*** Data for processing Section Begins ***

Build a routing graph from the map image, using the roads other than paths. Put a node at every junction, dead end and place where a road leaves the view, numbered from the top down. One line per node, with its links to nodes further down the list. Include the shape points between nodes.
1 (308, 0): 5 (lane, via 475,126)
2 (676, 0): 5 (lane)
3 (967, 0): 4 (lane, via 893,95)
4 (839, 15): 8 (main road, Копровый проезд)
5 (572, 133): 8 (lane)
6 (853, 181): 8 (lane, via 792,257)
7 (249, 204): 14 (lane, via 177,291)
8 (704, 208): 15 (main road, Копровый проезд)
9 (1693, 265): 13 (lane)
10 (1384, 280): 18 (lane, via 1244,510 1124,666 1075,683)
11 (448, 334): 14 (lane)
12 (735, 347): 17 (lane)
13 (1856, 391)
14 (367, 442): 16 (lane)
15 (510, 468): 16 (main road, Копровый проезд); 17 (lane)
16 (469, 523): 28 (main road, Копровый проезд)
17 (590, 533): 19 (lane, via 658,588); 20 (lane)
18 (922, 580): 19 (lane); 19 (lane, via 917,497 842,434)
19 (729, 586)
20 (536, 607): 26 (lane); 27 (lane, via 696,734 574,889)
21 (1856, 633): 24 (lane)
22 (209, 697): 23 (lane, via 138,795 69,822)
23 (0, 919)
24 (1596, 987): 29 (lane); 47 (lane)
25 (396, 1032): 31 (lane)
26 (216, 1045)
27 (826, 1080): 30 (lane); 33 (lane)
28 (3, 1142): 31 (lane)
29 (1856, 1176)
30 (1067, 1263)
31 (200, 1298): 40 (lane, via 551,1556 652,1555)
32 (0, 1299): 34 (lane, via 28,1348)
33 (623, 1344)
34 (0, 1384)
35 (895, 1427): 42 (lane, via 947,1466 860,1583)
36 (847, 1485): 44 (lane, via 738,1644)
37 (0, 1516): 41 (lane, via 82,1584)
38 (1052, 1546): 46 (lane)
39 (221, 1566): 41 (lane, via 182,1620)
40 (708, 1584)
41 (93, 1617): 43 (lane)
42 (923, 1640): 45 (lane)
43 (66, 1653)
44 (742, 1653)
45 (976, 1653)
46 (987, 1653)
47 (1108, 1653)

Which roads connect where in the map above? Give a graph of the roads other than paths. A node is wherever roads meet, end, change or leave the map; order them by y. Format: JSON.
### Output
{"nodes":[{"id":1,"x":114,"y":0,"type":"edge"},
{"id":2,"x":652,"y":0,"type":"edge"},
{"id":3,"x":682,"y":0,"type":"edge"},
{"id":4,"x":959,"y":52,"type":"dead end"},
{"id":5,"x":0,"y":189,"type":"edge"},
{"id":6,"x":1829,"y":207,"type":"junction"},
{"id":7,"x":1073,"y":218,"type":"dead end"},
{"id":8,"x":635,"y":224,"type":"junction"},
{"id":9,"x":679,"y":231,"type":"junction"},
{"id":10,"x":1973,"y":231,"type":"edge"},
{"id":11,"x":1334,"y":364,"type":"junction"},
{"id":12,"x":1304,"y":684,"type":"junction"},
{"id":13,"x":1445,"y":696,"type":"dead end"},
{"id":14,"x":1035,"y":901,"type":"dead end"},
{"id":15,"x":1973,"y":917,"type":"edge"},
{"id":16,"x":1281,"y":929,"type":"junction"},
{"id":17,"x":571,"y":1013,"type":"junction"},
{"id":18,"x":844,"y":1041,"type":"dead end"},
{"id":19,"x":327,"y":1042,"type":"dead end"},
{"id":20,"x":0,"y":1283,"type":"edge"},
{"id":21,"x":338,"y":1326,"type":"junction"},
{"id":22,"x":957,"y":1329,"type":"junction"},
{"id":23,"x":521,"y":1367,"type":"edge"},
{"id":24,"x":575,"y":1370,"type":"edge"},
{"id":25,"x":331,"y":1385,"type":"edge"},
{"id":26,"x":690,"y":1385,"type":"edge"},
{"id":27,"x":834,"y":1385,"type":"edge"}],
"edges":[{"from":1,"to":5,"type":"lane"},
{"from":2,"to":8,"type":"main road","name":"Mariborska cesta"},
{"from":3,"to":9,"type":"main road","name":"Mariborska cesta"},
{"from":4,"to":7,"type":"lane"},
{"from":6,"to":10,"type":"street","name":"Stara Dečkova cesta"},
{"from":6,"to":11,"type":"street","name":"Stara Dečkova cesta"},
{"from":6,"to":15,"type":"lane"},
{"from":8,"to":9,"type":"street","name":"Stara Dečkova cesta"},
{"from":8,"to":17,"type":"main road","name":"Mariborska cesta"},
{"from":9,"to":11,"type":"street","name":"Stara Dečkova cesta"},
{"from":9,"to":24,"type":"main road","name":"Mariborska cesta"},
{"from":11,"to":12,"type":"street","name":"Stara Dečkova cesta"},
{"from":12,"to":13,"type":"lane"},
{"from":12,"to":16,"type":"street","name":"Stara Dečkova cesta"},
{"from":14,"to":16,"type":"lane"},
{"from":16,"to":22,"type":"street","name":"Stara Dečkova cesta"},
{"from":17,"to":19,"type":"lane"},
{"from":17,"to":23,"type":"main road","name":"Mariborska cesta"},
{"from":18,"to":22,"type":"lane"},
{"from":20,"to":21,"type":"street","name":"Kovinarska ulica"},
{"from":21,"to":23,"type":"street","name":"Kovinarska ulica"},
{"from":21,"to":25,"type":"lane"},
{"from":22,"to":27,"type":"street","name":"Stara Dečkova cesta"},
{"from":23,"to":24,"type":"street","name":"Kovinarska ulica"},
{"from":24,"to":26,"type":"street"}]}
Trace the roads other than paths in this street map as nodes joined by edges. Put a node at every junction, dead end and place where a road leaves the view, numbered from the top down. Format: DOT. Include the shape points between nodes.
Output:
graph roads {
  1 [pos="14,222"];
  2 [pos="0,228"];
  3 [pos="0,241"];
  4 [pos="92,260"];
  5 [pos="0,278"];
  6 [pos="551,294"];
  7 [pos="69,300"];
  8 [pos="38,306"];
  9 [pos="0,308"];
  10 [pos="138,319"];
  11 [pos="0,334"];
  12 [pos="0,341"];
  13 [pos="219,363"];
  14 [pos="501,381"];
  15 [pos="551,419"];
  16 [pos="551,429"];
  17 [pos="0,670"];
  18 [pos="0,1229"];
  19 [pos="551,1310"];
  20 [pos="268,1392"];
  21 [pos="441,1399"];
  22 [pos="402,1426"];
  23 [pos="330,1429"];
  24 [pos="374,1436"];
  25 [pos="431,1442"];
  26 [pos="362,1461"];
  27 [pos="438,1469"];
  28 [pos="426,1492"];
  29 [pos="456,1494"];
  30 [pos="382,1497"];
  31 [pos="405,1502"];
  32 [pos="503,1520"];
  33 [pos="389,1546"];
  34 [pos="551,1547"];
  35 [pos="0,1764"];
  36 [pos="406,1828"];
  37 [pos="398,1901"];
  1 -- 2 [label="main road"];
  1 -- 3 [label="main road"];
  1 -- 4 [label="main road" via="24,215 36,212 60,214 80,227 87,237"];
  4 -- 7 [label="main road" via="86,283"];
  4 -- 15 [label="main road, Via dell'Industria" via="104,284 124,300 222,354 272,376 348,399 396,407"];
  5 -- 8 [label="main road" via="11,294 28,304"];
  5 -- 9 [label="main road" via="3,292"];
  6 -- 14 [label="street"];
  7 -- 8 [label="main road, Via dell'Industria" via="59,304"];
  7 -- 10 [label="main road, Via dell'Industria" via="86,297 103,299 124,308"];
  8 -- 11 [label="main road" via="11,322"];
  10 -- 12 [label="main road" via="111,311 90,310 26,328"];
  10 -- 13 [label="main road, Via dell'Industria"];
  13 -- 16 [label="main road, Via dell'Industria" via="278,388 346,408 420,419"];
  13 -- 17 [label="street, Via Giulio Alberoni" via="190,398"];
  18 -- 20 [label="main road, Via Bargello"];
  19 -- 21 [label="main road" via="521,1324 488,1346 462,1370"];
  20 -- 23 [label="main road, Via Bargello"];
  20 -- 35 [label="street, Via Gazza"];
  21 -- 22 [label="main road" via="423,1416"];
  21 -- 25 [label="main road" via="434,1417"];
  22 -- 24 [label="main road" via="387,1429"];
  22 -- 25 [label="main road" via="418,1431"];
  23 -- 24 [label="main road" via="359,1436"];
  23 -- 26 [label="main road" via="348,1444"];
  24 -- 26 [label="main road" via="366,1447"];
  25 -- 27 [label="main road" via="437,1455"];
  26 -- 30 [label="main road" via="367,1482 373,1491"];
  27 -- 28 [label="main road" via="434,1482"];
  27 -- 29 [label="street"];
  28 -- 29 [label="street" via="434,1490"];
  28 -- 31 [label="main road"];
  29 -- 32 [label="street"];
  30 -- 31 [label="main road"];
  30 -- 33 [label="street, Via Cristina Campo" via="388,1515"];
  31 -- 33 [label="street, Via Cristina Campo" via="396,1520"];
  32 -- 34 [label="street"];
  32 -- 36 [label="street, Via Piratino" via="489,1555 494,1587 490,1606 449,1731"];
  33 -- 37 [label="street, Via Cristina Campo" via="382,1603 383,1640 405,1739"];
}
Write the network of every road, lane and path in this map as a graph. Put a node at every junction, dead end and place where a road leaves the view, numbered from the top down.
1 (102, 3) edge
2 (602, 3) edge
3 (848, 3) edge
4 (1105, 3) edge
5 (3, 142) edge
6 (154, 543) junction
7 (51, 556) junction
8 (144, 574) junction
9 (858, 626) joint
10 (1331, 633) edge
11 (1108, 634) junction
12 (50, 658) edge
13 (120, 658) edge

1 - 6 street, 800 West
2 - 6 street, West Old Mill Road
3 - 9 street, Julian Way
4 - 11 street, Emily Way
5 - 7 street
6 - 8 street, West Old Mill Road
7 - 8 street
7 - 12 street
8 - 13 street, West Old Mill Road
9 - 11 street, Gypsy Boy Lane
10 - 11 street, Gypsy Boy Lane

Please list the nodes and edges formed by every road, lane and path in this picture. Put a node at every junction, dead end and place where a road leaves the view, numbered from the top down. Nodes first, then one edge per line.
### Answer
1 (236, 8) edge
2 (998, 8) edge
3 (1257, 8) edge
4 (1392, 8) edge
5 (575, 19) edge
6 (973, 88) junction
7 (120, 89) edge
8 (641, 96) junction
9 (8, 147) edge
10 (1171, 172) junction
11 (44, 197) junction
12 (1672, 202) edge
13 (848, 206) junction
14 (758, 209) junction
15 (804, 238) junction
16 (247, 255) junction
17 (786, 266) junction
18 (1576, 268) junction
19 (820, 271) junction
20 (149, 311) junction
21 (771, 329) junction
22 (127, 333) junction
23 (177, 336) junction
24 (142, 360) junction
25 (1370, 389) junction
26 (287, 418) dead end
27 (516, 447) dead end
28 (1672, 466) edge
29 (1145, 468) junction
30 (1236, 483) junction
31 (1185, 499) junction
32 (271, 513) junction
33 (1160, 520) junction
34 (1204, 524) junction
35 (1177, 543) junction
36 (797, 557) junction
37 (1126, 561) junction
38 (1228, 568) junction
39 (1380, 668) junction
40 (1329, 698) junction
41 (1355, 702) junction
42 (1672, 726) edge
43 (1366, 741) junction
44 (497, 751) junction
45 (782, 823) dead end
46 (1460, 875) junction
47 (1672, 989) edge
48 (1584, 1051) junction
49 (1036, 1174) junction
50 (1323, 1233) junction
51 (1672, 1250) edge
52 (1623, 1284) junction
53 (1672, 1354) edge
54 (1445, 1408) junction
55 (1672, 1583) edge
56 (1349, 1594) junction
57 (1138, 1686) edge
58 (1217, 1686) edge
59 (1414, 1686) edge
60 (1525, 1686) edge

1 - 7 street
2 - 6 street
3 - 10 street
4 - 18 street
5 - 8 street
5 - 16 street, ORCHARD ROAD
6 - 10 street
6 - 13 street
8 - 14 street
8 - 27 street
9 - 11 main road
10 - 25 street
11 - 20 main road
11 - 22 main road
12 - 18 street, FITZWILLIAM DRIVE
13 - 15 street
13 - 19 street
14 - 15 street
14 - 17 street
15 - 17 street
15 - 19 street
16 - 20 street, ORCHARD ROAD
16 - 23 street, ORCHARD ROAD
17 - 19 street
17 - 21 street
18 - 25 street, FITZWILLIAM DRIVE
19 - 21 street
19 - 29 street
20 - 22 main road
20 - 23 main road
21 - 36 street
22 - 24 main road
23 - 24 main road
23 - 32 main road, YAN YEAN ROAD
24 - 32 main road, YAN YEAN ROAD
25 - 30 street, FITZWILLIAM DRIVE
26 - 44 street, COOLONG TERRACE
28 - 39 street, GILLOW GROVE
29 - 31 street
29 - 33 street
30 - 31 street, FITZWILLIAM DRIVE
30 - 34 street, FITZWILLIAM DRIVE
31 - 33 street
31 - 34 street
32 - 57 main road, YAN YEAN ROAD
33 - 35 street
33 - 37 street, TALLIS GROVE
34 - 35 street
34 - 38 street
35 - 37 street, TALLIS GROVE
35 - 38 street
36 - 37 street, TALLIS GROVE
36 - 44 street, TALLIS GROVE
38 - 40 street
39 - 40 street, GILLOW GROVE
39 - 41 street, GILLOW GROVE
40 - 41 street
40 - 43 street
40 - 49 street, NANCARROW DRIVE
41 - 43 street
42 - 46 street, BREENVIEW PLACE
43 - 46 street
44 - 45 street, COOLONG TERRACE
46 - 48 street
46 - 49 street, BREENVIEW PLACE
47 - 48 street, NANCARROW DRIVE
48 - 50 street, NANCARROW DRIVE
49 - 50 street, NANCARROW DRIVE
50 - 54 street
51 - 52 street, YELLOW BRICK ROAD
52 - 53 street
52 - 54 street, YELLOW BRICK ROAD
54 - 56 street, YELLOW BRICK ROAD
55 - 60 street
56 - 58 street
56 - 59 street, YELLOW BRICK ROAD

*** Data for processing Section Ends ***

Work task: Print only these lines, please. They run from the start of the entries above to the line containing "Which roads connect", both ends included, and must match exactly.

Response box:
Build a routing graph from the map image, using the roads other than paths. Put a node at every junction, dead end and place where a road leaves the view, numbered from the top down. One line per node, with its links to nodes further down the list. Include the shape points between nodes.
1 (308, 0): 5 (lane, via 475,126)
2 (676, 0): 5 (lane)
3 (967, 0): 4 (lane, via 893,95)
4 (839, 15): 8 (main road, Копровый проезд)
5 (572, 133): 8 (lane)
6 (853, 181): 8 (lane, via 792,257)
7 (249, 204): 14 (lane, via 177,291)
8 (704, 208): 15 (main road, Копровый проезд)
9 (1693, 265): 13 (lane)
10 (1384, 280): 18 (lane, via 1244,510 1124,666 1075,683)
11 (448, 334): 14 (lane)
12 (735, 347): 17 (lane)
13 (1856, 391)
14 (367, 442): 16 (lane)
15 (510, 468): 16 (main road, Копровый проезд); 17 (lane)
16 (469, 523): 28 (main road, Копровый проезд)
17 (590, 533): 19 (lane, via 658,588); 20 (lane)
18 (922, 580): 19 (lane); 19 (lane, via 917,497 842,434)
19 (729, 586)
20 (536, 607): 26 (lane); 27 (lane, via 696,734 574,889)
21 (1856, 633): 24 (lane)
22 (209, 697): 23 (lane, via 138,795 69,822)
23 (0, 919)
24 (1596, 987): 29 (lane); 47 (lane)
25 (396, 1032): 31 (lane)
26 (216, 1045)
27 (826, 1080): 30 (lane); 33 (lane)
28 (3, 1142): 31 (lane)
29 (1856, 1176)
30 (1067, 1263)
31 (200, 1298): 40 (lane, via 551,1556 652,1555)
32 (0, 1299): 34 (lane, via 28,1348)
33 (623, 1344)
34 (0, 1384)
35 (895, 1427): 42 (lane, via 947,1466 860,1583)
36 (847, 1485): 44 (lane, via 738,1644)
37 (0, 1516): 41 (lane, via 82,1584)
38 (1052, 1546): 46 (lane)
39 (221, 1566): 41 (lane, via 182,1620)
40 (708, 1584)
41 (93, 1617): 43 (lane)
42 (923, 1640): 45 (lane)
43 (66, 1653)
44 (742, 1653)
45 (976, 1653)
46 (987, 1653)
47 (1108, 1653)

Which roads connect where in the map above? Give a graph of the roads other than paths. A node is wherever roads meet, end, change or leave the map; order them by y. Format: JSON.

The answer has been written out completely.